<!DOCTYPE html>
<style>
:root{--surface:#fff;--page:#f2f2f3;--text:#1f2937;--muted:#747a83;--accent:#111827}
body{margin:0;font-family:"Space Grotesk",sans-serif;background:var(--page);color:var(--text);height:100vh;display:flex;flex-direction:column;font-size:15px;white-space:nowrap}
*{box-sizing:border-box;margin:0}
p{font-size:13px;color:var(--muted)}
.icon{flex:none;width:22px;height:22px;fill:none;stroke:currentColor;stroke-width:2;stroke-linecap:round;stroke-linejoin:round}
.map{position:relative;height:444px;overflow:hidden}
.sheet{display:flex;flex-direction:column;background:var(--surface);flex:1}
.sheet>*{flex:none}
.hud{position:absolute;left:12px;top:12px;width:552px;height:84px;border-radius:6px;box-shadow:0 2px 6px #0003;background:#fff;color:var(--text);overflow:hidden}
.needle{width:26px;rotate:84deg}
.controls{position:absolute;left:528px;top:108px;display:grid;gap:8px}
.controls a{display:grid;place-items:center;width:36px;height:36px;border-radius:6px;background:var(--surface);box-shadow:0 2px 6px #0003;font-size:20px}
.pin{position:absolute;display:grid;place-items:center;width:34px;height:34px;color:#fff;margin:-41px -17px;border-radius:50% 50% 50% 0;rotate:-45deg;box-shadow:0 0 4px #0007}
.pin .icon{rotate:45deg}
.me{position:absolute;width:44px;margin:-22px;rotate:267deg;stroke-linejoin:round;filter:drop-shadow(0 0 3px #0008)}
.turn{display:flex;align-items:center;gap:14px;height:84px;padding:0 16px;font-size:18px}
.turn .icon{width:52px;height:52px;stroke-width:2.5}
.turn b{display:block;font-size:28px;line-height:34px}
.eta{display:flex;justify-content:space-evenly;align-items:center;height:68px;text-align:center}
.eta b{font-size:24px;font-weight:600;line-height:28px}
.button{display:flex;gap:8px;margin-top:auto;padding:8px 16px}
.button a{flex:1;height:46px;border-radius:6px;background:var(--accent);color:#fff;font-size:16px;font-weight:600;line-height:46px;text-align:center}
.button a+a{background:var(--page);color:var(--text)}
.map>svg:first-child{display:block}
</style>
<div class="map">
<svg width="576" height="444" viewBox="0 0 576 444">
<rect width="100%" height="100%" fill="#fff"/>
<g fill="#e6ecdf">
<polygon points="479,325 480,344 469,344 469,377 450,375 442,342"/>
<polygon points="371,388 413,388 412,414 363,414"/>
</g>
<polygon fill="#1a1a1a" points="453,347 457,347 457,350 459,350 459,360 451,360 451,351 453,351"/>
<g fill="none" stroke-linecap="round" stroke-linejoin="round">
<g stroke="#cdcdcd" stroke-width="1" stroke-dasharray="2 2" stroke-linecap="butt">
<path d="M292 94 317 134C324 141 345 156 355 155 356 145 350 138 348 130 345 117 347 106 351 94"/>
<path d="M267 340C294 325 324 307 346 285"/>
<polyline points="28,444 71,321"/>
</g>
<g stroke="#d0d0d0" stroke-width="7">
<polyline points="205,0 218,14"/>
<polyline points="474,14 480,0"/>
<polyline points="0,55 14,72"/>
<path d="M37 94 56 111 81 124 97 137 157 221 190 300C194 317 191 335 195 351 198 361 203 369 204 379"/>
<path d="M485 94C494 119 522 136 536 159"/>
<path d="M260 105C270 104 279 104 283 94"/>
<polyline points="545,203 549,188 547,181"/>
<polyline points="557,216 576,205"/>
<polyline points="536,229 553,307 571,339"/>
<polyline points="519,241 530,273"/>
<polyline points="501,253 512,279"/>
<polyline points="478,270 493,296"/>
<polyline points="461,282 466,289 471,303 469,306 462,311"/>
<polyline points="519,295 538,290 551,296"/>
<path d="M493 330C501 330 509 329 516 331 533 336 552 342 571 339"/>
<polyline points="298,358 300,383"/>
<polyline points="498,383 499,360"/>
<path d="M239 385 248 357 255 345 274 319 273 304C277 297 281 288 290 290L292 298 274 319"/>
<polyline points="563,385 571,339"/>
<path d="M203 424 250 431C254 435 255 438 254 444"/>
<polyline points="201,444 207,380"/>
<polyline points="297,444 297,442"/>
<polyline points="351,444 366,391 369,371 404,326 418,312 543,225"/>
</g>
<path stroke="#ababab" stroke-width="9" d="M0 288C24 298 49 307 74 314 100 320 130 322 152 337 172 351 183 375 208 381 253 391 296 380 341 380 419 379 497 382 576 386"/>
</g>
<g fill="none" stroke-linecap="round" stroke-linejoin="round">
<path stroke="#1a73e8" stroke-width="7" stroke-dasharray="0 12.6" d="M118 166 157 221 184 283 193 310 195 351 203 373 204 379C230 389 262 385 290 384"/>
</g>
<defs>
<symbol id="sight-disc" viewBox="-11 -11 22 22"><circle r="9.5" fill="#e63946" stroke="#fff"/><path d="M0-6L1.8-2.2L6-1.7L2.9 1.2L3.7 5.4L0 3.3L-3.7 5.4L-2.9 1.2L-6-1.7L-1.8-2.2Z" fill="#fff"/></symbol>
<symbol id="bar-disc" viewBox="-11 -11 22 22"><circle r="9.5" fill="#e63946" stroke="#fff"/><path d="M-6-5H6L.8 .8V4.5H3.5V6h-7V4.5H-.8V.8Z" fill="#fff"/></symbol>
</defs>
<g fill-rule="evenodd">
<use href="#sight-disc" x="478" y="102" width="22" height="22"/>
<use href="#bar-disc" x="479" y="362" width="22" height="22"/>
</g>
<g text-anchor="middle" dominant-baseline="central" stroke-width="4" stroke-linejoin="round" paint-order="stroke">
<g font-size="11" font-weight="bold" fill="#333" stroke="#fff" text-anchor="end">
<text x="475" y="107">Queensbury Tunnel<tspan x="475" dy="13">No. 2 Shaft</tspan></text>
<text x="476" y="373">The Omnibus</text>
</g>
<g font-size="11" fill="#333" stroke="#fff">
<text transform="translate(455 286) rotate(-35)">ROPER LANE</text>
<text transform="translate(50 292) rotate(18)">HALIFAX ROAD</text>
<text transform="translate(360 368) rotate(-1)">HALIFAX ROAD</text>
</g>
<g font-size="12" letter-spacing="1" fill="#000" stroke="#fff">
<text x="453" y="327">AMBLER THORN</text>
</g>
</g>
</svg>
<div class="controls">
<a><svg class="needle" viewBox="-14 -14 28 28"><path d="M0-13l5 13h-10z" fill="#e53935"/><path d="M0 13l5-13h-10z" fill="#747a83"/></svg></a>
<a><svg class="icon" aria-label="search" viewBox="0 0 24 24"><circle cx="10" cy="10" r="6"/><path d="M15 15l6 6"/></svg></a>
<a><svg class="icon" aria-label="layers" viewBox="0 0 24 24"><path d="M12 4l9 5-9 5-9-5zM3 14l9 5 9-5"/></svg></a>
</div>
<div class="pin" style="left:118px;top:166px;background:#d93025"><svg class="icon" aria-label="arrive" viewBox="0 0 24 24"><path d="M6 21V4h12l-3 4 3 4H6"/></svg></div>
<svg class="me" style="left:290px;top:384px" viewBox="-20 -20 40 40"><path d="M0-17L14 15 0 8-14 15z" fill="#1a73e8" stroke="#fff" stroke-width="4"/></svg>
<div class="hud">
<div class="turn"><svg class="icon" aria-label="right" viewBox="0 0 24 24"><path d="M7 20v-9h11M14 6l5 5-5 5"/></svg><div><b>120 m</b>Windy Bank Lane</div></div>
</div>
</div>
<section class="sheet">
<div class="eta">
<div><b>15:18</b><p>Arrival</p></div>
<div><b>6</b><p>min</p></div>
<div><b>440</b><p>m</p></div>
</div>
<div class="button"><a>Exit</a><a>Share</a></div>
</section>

● **PROBLEM TO WORK ON**
Only the number should be given: the count of lines above that hold the word "direction".

● **TASK SOLUTION**
2